[[ RECORDS PROVIDED open ]]
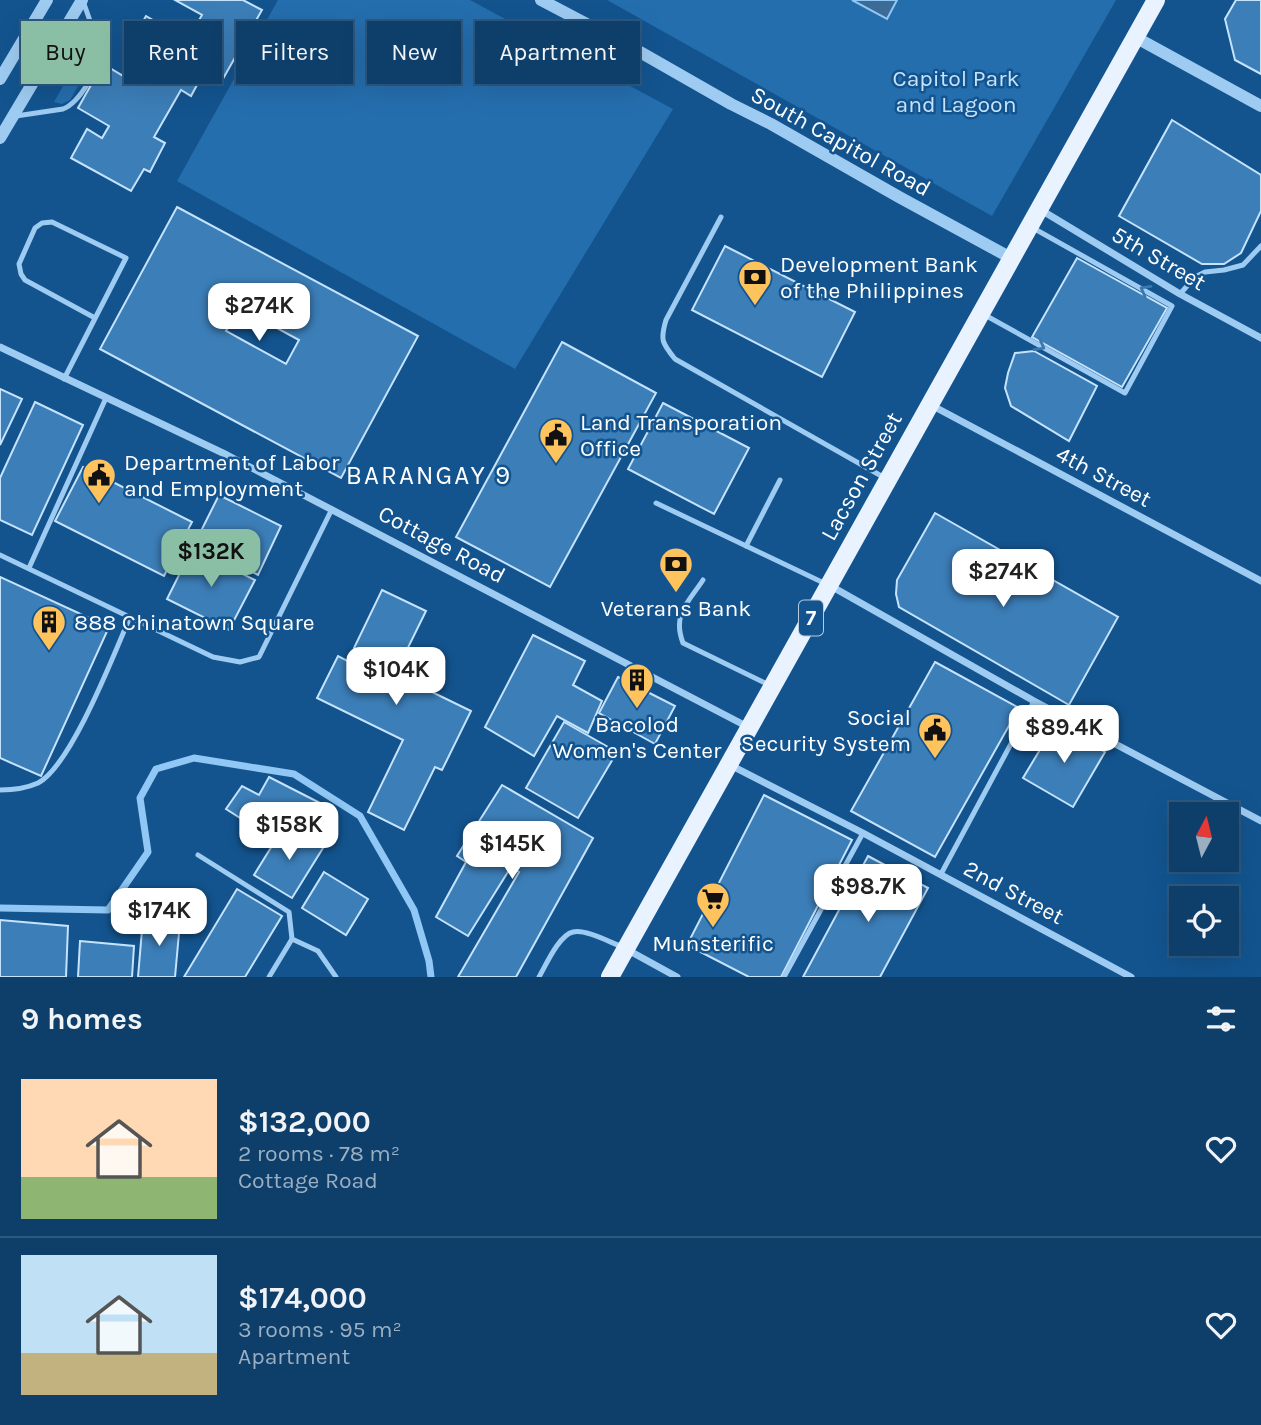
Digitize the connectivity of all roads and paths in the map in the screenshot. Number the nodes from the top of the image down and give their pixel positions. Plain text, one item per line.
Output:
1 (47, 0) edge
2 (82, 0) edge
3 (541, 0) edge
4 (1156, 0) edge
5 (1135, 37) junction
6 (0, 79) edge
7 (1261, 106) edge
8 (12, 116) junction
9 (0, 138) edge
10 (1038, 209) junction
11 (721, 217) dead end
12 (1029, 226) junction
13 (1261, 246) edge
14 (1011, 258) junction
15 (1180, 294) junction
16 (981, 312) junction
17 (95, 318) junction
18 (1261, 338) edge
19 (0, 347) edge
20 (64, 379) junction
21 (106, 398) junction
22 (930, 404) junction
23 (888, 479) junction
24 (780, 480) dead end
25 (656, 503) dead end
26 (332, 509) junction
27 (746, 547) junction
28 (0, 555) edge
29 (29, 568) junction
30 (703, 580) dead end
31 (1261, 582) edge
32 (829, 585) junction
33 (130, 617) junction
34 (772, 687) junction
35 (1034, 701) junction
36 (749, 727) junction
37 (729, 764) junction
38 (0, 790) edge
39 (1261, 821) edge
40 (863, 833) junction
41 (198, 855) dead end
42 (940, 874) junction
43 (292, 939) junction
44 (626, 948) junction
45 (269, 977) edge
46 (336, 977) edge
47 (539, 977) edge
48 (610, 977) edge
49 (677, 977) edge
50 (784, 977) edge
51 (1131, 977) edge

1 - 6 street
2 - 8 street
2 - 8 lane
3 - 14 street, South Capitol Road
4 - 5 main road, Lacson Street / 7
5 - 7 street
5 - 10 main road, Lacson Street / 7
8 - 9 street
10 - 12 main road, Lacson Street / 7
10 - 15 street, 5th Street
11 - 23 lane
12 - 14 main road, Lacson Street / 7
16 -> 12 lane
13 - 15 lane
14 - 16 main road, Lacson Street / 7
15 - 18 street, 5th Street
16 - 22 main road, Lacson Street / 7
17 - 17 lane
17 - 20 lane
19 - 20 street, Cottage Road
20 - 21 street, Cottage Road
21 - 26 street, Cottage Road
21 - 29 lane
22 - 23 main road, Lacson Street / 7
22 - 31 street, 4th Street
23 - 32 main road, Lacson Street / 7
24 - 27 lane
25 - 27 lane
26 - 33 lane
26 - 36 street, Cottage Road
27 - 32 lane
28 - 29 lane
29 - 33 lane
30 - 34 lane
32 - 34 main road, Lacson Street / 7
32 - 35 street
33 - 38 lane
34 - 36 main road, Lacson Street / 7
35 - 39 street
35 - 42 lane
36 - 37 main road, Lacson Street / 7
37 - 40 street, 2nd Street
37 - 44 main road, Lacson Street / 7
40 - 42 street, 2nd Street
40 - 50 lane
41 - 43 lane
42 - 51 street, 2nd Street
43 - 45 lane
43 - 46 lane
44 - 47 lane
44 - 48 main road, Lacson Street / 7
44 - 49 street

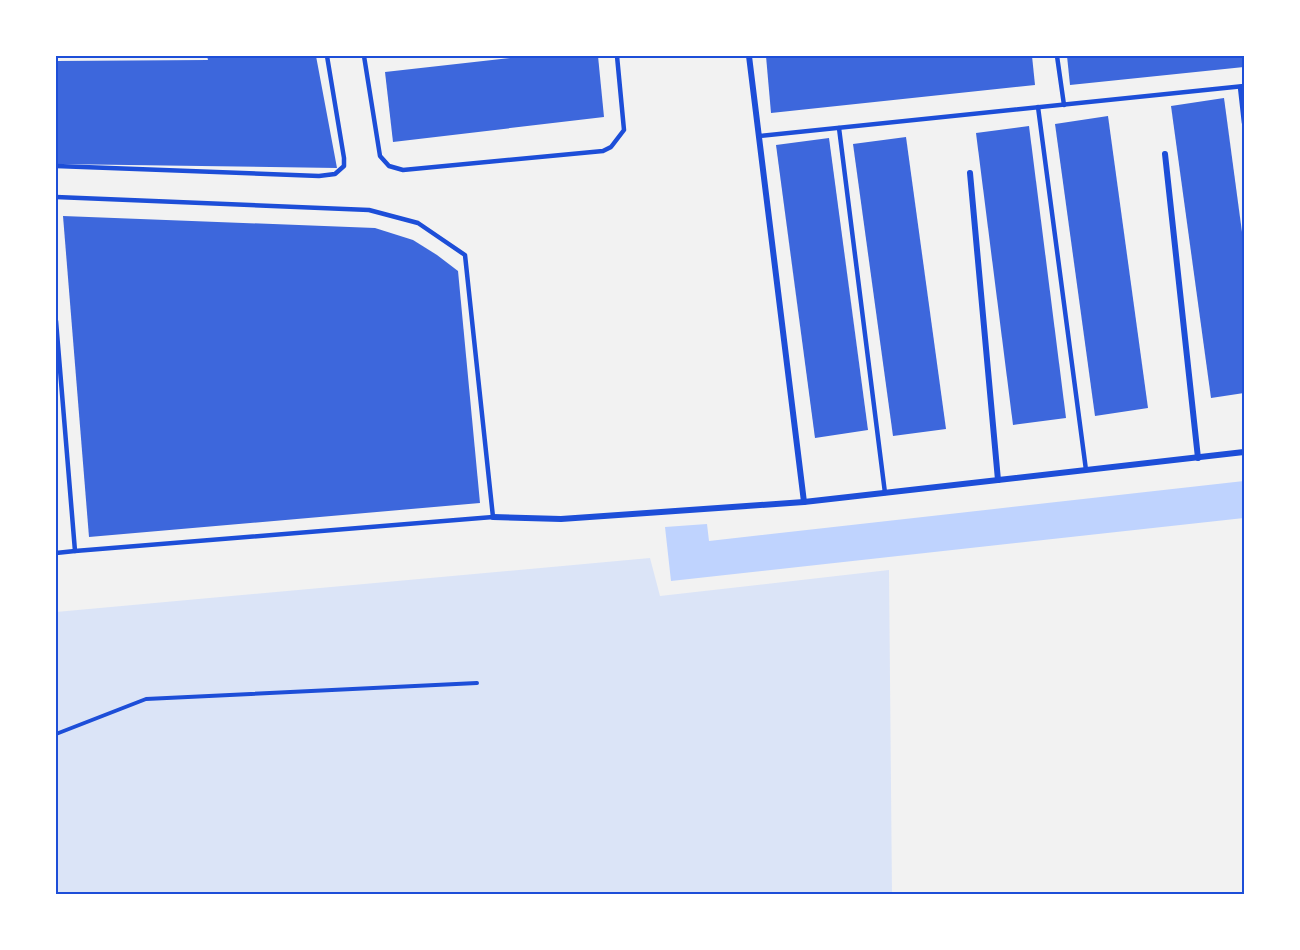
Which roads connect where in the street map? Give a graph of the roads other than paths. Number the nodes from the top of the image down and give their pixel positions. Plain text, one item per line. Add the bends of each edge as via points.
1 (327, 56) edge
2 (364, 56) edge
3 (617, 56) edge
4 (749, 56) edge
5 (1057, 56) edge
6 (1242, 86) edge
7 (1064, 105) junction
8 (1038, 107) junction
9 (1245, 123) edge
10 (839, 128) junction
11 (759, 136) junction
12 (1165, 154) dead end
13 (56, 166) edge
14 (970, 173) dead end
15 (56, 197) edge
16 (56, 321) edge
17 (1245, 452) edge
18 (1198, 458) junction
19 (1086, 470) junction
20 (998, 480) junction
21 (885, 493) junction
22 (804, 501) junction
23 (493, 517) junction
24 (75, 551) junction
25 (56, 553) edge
[[ RECORDS PROVIDED closed ]]
WORK TASK: Except for pictures, copy the records above exactly.

EXPECTED OUTPUT:
Digitize the connectivity of all roads and paths in the map in the screenshot. Number the nodes from the top of the image down and give their pixel positions. Plain text, one item per line.
Output:
1 (47, 0) edge
2 (82, 0) edge
3 (541, 0) edge
4 (1156, 0) edge
5 (1135, 37) junction
6 (0, 79) edge
7 (1261, 106) edge
8 (12, 116) junction
9 (0, 138) edge
10 (1038, 209) junction
11 (721, 217) dead end
12 (1029, 226) junction
13 (1261, 246) edge
14 (1011, 258) junction
15 (1180, 294) junction
16 (981, 312) junction
17 (95, 318) junction
18 (1261, 338) edge
19 (0, 347) edge
20 (64, 379) junction
21 (106, 398) junction
22 (930, 404) junction
23 (888, 479) junction
24 (780, 480) dead end
25 (656, 503) dead end
26 (332, 509) junction
27 (746, 547) junction
28 (0, 555) edge
29 (29, 568) junction
30 (703, 580) dead end
31 (1261, 582) edge
32 (829, 585) junction
33 (130, 617) junction
34 (772, 687) junction
35 (1034, 701) junction
36 (749, 727) junction
37 (729, 764) junction
38 (0, 790) edge
39 (1261, 821) edge
40 (863, 833) junction
41 (198, 855) dead end
42 (940, 874) junction
43 (292, 939) junction
44 (626, 948) junction
45 (269, 977) edge
46 (336, 977) edge
47 (539, 977) edge
48 (610, 977) edge
49 (677, 977) edge
50 (784, 977) edge
51 (1131, 977) edge

1 - 6 street
2 - 8 street
2 - 8 lane
3 - 14 street, South Capitol Road
4 - 5 main road, Lacson Street / 7
5 - 7 street
5 - 10 main road, Lacson Street / 7
8 - 9 street
10 - 12 main road, Lacson Street / 7
10 - 15 street, 5th Street
11 - 23 lane
12 - 14 main road, Lacson Street / 7
16 -> 12 lane
13 - 15 lane
14 - 16 main road, Lacson Street / 7
15 - 18 street, 5th Street
16 - 22 main road, Lacson Street / 7
17 - 17 lane
17 - 20 lane
19 - 20 street, Cottage Road
20 - 21 street, Cottage Road
21 - 26 street, Cottage Road
21 - 29 lane
22 - 23 main road, Lacson Street / 7
22 - 31 street, 4th Street
23 - 32 main road, Lacson Street / 7
24 - 27 lane
25 - 27 lane
26 - 33 lane
26 - 36 street, Cottage Road
27 - 32 lane
28 - 29 lane
29 - 33 lane
30 - 34 lane
32 - 34 main road, Lacson Street / 7
32 - 35 street
33 - 38 lane
34 - 36 main road, Lacson Street / 7
35 - 39 street
35 - 42 lane
36 - 37 main road, Lacson Street / 7
37 - 40 street, 2nd Street
37 - 44 main road, Lacson Street / 7
40 - 42 street, 2nd Street
40 - 50 lane
41 - 43 lane
42 - 51 street, 2nd Street
43 - 45 lane
43 - 46 lane
44 - 47 lane
44 - 48 main road, Lacson Street / 7
44 - 49 street

Which roads connect where in the street map? Give a graph of the roads other than paths. Number the nodes from the top of the image down and give their pixel positions. Plain text, one item per line. Add the bends of each edge as via points.
1 (327, 56) edge
2 (364, 56) edge
3 (617, 56) edge
4 (749, 56) edge
5 (1057, 56) edge
6 (1242, 86) edge
7 (1064, 105) junction
8 (1038, 107) junction
9 (1245, 123) edge
10 (839, 128) junction
11 (759, 136) junction
12 (1165, 154) dead end
13 (56, 166) edge
14 (970, 173) dead end
15 (56, 197) edge
16 (56, 321) edge
17 (1245, 452) edge
18 (1198, 458) junction
19 (1086, 470) junction
20 (998, 480) junction
21 (885, 493) junction
22 (804, 501) junction
23 (493, 517) junction
24 (75, 551) junction
25 (56, 553) edge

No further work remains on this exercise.